_Exercise directions_
All lines below containing the string "Drive" are to be copied.
(Beginning of Material shown)
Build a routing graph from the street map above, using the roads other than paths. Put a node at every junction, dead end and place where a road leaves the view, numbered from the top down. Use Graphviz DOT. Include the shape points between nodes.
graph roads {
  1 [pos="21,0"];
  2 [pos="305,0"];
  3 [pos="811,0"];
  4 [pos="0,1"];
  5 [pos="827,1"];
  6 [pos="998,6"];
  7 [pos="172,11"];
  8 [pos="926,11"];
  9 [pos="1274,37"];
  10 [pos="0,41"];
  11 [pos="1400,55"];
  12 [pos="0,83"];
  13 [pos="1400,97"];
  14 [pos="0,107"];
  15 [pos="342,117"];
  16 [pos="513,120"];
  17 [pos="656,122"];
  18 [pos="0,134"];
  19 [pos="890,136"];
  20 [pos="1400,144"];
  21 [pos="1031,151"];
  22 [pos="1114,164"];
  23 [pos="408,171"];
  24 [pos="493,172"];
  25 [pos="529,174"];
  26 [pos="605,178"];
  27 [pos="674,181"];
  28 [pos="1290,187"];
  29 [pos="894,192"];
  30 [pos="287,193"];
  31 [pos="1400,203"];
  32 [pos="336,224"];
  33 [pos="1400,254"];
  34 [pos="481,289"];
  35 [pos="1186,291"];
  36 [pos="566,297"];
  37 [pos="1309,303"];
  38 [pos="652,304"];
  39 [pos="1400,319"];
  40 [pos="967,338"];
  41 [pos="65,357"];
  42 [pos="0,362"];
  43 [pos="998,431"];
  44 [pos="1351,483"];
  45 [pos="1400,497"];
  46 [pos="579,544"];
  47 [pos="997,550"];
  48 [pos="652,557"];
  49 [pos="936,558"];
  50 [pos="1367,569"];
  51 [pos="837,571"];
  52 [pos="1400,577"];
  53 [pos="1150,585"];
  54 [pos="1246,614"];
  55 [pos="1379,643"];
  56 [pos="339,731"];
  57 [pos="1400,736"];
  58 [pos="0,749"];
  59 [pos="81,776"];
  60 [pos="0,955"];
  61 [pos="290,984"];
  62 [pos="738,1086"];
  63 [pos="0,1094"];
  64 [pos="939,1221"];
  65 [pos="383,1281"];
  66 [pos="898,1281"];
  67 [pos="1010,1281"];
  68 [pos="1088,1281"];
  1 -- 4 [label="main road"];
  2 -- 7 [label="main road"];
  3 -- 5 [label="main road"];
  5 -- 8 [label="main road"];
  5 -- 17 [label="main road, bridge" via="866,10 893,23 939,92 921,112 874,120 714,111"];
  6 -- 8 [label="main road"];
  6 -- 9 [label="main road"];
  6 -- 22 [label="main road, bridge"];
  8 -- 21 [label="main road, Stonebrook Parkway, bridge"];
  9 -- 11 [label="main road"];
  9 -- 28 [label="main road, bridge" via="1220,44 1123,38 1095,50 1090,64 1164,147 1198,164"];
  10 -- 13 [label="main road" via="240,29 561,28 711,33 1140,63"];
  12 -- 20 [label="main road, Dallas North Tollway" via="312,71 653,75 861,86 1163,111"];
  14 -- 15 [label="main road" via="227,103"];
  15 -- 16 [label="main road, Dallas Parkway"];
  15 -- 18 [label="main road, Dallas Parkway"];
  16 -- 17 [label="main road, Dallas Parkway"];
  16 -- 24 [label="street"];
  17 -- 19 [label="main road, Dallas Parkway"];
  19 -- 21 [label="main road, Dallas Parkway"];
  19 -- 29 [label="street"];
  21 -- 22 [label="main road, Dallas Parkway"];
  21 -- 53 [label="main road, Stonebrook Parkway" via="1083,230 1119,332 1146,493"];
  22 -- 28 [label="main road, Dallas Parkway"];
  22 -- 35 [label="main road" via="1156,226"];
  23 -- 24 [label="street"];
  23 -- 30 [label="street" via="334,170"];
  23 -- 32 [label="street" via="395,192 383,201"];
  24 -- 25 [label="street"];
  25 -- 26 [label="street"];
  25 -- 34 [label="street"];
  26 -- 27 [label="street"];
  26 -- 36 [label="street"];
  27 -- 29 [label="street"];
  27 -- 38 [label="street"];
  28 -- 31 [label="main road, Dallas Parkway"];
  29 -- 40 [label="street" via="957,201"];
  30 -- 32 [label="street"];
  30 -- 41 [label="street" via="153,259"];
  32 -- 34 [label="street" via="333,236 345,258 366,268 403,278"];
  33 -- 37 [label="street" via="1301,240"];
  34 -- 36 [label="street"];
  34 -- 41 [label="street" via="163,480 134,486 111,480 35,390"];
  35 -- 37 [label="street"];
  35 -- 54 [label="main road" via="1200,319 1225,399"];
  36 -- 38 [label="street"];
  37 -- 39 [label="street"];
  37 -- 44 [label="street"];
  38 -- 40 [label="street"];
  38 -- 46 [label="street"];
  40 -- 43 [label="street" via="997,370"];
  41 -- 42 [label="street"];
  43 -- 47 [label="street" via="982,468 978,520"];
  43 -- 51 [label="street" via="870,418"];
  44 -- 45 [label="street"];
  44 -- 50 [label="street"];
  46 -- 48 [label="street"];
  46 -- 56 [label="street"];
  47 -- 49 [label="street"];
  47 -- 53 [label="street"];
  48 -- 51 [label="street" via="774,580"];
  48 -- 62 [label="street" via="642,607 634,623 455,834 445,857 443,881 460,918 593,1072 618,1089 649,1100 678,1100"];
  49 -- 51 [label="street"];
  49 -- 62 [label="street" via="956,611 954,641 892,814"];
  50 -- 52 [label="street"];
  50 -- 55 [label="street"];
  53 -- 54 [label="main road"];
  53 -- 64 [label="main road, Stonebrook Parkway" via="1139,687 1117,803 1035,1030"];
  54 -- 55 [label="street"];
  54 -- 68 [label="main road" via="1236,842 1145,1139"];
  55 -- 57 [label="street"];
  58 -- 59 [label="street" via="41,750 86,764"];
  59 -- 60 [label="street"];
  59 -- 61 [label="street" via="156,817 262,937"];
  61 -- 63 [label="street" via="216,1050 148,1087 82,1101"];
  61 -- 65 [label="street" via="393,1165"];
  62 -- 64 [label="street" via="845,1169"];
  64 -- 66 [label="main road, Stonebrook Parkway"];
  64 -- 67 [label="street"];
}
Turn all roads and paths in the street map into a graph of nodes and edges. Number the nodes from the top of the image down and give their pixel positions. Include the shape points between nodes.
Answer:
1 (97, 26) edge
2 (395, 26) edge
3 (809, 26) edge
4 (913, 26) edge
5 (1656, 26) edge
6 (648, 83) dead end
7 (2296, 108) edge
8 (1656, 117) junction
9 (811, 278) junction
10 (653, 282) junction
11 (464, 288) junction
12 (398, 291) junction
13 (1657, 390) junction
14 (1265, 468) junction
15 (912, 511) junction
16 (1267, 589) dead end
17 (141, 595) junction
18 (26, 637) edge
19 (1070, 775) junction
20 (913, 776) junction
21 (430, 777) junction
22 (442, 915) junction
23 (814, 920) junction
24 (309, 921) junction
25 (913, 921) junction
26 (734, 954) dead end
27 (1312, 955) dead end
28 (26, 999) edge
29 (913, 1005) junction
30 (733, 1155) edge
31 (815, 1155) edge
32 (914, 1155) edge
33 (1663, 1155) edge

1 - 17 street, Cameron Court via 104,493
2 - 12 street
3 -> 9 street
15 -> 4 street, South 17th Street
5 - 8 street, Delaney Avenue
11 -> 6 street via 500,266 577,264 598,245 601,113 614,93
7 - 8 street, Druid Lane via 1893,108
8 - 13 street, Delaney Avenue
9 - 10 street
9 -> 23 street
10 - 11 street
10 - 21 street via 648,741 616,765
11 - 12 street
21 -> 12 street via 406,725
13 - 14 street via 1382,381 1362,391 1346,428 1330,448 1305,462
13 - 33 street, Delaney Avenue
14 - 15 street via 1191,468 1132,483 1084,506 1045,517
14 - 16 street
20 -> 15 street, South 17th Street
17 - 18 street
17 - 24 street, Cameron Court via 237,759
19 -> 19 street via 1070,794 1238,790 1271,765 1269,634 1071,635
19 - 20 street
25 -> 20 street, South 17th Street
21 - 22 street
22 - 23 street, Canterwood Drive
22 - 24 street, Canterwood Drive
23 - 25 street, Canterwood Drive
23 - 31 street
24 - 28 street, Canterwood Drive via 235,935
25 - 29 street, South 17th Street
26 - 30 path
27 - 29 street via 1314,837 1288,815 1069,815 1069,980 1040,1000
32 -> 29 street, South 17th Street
(End of Material shown)
_Answer box_
22 - 23 street, Canterwood Drive
22 - 24 street, Canterwood Drive
23 - 25 street, Canterwood Drive
24 - 28 street, Canterwood Drive via 235,935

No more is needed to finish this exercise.